The airport also had a reputation for stolen luggage, mismanaged airline schedules, business without contracts and corruption.

Meanwhile, López Obrador has gone to the armed forces for help throughout his term, giving them some immigration duties and control of ports and customs. They are also building major infrastructure projects such as a tourist train through the Yucatan Peninsula and a new airport in the same area. They even run plant nurseries and tourist trips to a former penal colony.

The airport, which is used by some 4 million travelers each month, will be “a company within a naval military entity,” Rear Adm. Carlos Velázquez Tiscareño, the airport’s 73-year-old director, said in a recent interview. But, he said, “this is not going to look like a military department.”

Unlike the capital’s other airport, Felipe Angeles, where National Guard troops take passenger tickets at the gate, at Benito Juarez the only uniformed military are the 1,500 marines deployed since February 2022 for security. The rest of the airport personnel will be civilians but “with clearer rules … that govern with more order and discipline,” Velázquez Tiscareño said.

The navy will form a company called Casiopea to run the airport and six others that have “deficiencies” and are “in the hands of organized crime,” Velázquez Tiscareño said. Among them will be Matamoros, across the border from Texas, and Playa del Carmen on the Gulf of Mexico.

López Obrador has already said that he plans to have a dozen airports in the hands of the army or navy by the end of his administration in 2024. And by the end of this year, the military is scheduled to begin operating its own commercial airline.

The Mexico City takeover runs contrary to international aviation recommendations that clearly distinguish between military and civilian, said Rogelio Rodríguez Garduño, an aviation law expert at Mexico’s National Autonomous University. But the legal consequences of the move remain unclear.

Earlier this year, Mexico’s Supreme Court ruled that the transfer of the National Guard from civilian to military control was unconstitutional. López Obrador left the guard under a civilian department but with a military operational chief.

While navy operational control could help some security issues, experts don’t believe it will resolve other problems. The U.S. Federal Aviation Administration downgraded Mexico’s aviation safety rating in 2021, preventing Mexican airlines from expanding flights to the U.S.

FAA safety ratings of other countries are designed to measure those countries’ oversight of their airlines but do not mean that the airlines are unsafe.

In Mexico, corruption got to the point years ago that coded messages were sent using airport internal communications to hold up baggage inspections so drug shipments could pass untouched, according to testimony during the U.S. trial of former Public Security Secretary Genaro Luna.
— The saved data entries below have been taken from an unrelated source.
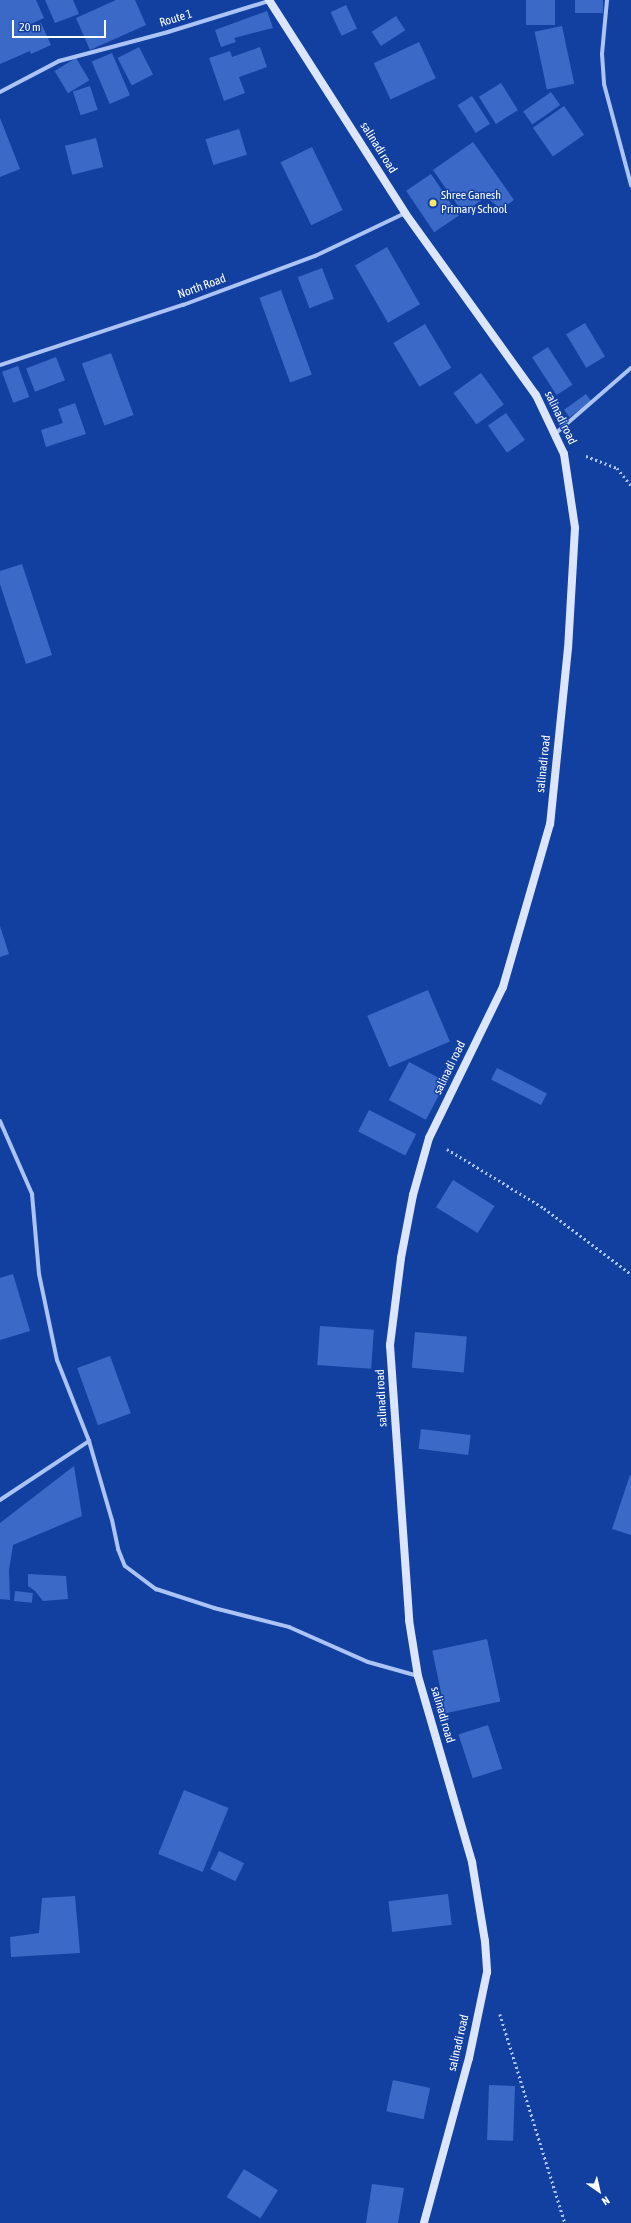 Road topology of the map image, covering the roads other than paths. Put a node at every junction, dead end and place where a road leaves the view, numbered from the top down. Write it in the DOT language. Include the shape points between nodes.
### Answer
graph roads {
  1 [pos="269,0"];
  2 [pos="607,0"];
  3 [pos="0,92"];
  4 [pos="631,185"];
  5 [pos="404,213"];
  6 [pos="0,365"];
  7 [pos="631,368"];
  8 [pos="555,434"];
  9 [pos="0,1121"];
  10 [pos="89,1441"];
  11 [pos="0,1500"];
  12 [pos="418,1676"];
  13 [pos="424,2223"];
  1 -- 3 [label="street, Route 1" via="168,32 59,61"];
  1 -- 5 [label="street, salinadi road"];
  2 -- 4 [label="street" via="602,54 604,84"];
  5 -- 6 [label="street, North Road" via="308,258 183,305"];
  5 -- 8 [label="street, salinadi road" via="536,395"];
  7 -- 8 [label="street"];
  8 -- 12 [label="street, salinadi road" via="564,454 574,528 568,648 550,824 503,987 429,1138 413,1195 401,1258 390,1345 409,1620"];
  9 -- 10 [label="street" via="32,1194 39,1274 57,1360"];
  10 -- 11 [label="street"];
  10 -- 12 [label="street" via="118,1549 125,1566 139,1578 156,1589 214,1608 289,1627 368,1662"];
  12 -- 13 [label="street, salinadi road" via="472,1862 485,1941 487,1972 469,2058"];
} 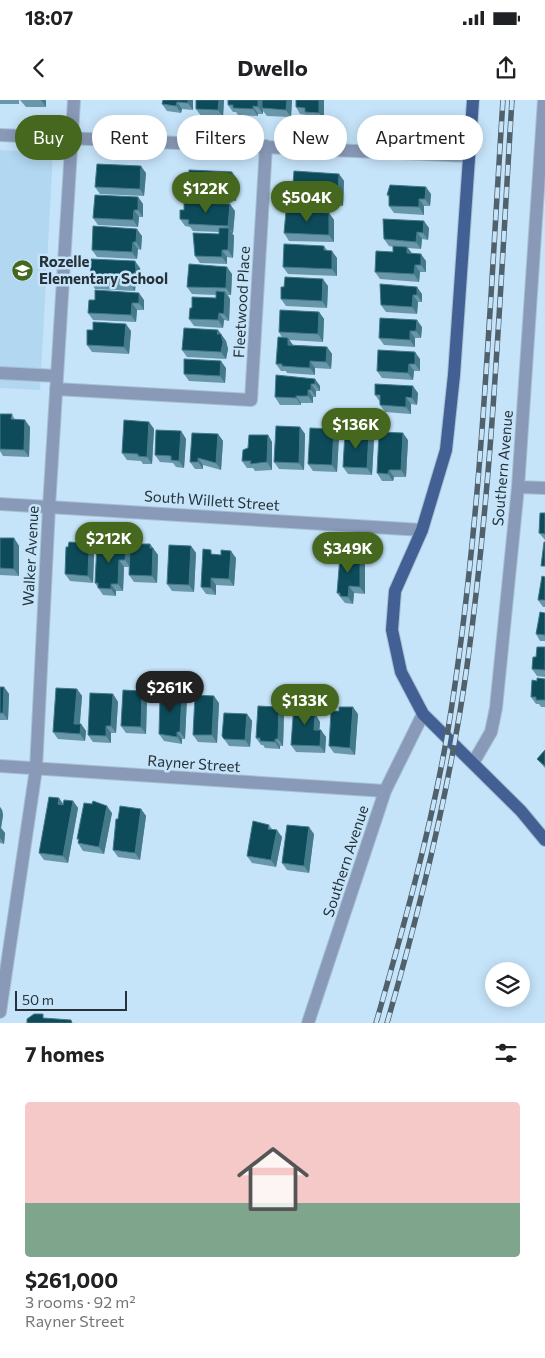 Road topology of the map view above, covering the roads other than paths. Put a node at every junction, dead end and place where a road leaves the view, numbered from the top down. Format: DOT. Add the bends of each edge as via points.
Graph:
graph roads {
  1 [pos="74,100"];
  2 [pos="473,100"];
  3 [pos="544,100"];
  4 [pos="73,115"];
  5 [pos="472,115"];
  6 [pos="0,134"];
  7 [pos="15,135"];
  8 [pos="82,139"];
  9 [pos="266,146"];
  10 [pos="357,151"];
  11 [pos="70,160"];
  12 [pos="468,160"];
  13 [pos="0,373"];
  14 [pos="56,383"];
  15 [pos="518,487"];
  16 [pos="545,488"];
  17 [pos="0,504"];
  18 [pos="49,507"];
  19 [pos="422,530"];
  20 [pos="423,714"];
  21 [pos="473,763"];
  22 [pos="0,766"];
  23 [pos="36,769"];
  24 [pos="385,791"];
  25 [pos="545,840"];
  26 [pos="0,1012"];
  27 [pos="308,1023"];
  1 -- 4 [label="street, Walker Avenue"];
  2 -- 5 [label="main road"];
  3 -- 15 [label="street, Southern Avenue"];
  6 -- 7 [label="street"];
  8 -- 9 [label="street"];
  9 -- 10 [label="street"];
  9 -- 14 [label="street, Fleetwood Place" via="251,400"];
  11 -- 14 [label="street, Walker Avenue"];
  12 -- 19 [label="main road" via="446,450"];
  13 -- 14 [label="street"];
  14 -- 18 [label="street, Walker Avenue"];
  15 -- 16 [label="street"];
  15 -- 21 [label="street, Southern Avenue" via="496,708 491,732"];
  17 -- 18 [label="street, South Willett Street"];
  18 -- 19 [label="street, South Willett Street"];
  18 -- 23 [label="street, Walker Avenue"];
  19 -- 20 [label="main road" via="395,591 392,630 401,672"];
  20 -- 21 [label="main road"];
  20 -- 24 [label="street, Southern Avenue"];
  21 -- 25 [label="main road"];
  22 -- 23 [label="street, Rayner Street"];
  23 -- 24 [label="street, Rayner Street"];
  23 -- 26 [label="street, Walker Avenue"];
  24 -- 27 [label="street, Southern Avenue"];
}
He was convicted of drug trafficking in February.

Mexico City has the country’s most important airport, and the navy is the branch of Mexican security forces in which the U.S. authorities have the most confidence, but the U.S. has not commented on the increasing power of the Mexican military.

“There are various airports in the country that have had big problems for many years, and they had to be fixed,” said Velázquez Tiscareño, himself a retired pilot.

In the past year, the navy’s security oversight has shut down some illegal business inside the airport, improved inspections and reduced stolen luggage, Velázquez Tiscareño said. Some airport workers confirm that, but note too that complaints about flight delays continue.

“The navy has put things under greater control, but now we need to see how they’re going to work,” said José Beltrán, 72, who picks up trash at the airport.

“It’s more peaceful,” said Luis Martinez, who’s been working at the airport for 25 years, helping passengers who need wheelchairs. But, he said, “people have the same complaints: flight delays and problems with luggage.”

Rodríguez Garduño said Mexican aviation needs more money, more training and inspection regimes, among other measure, to raise its competitiveness on the global stage.

He said he was not sure if the military could help solve all those problems.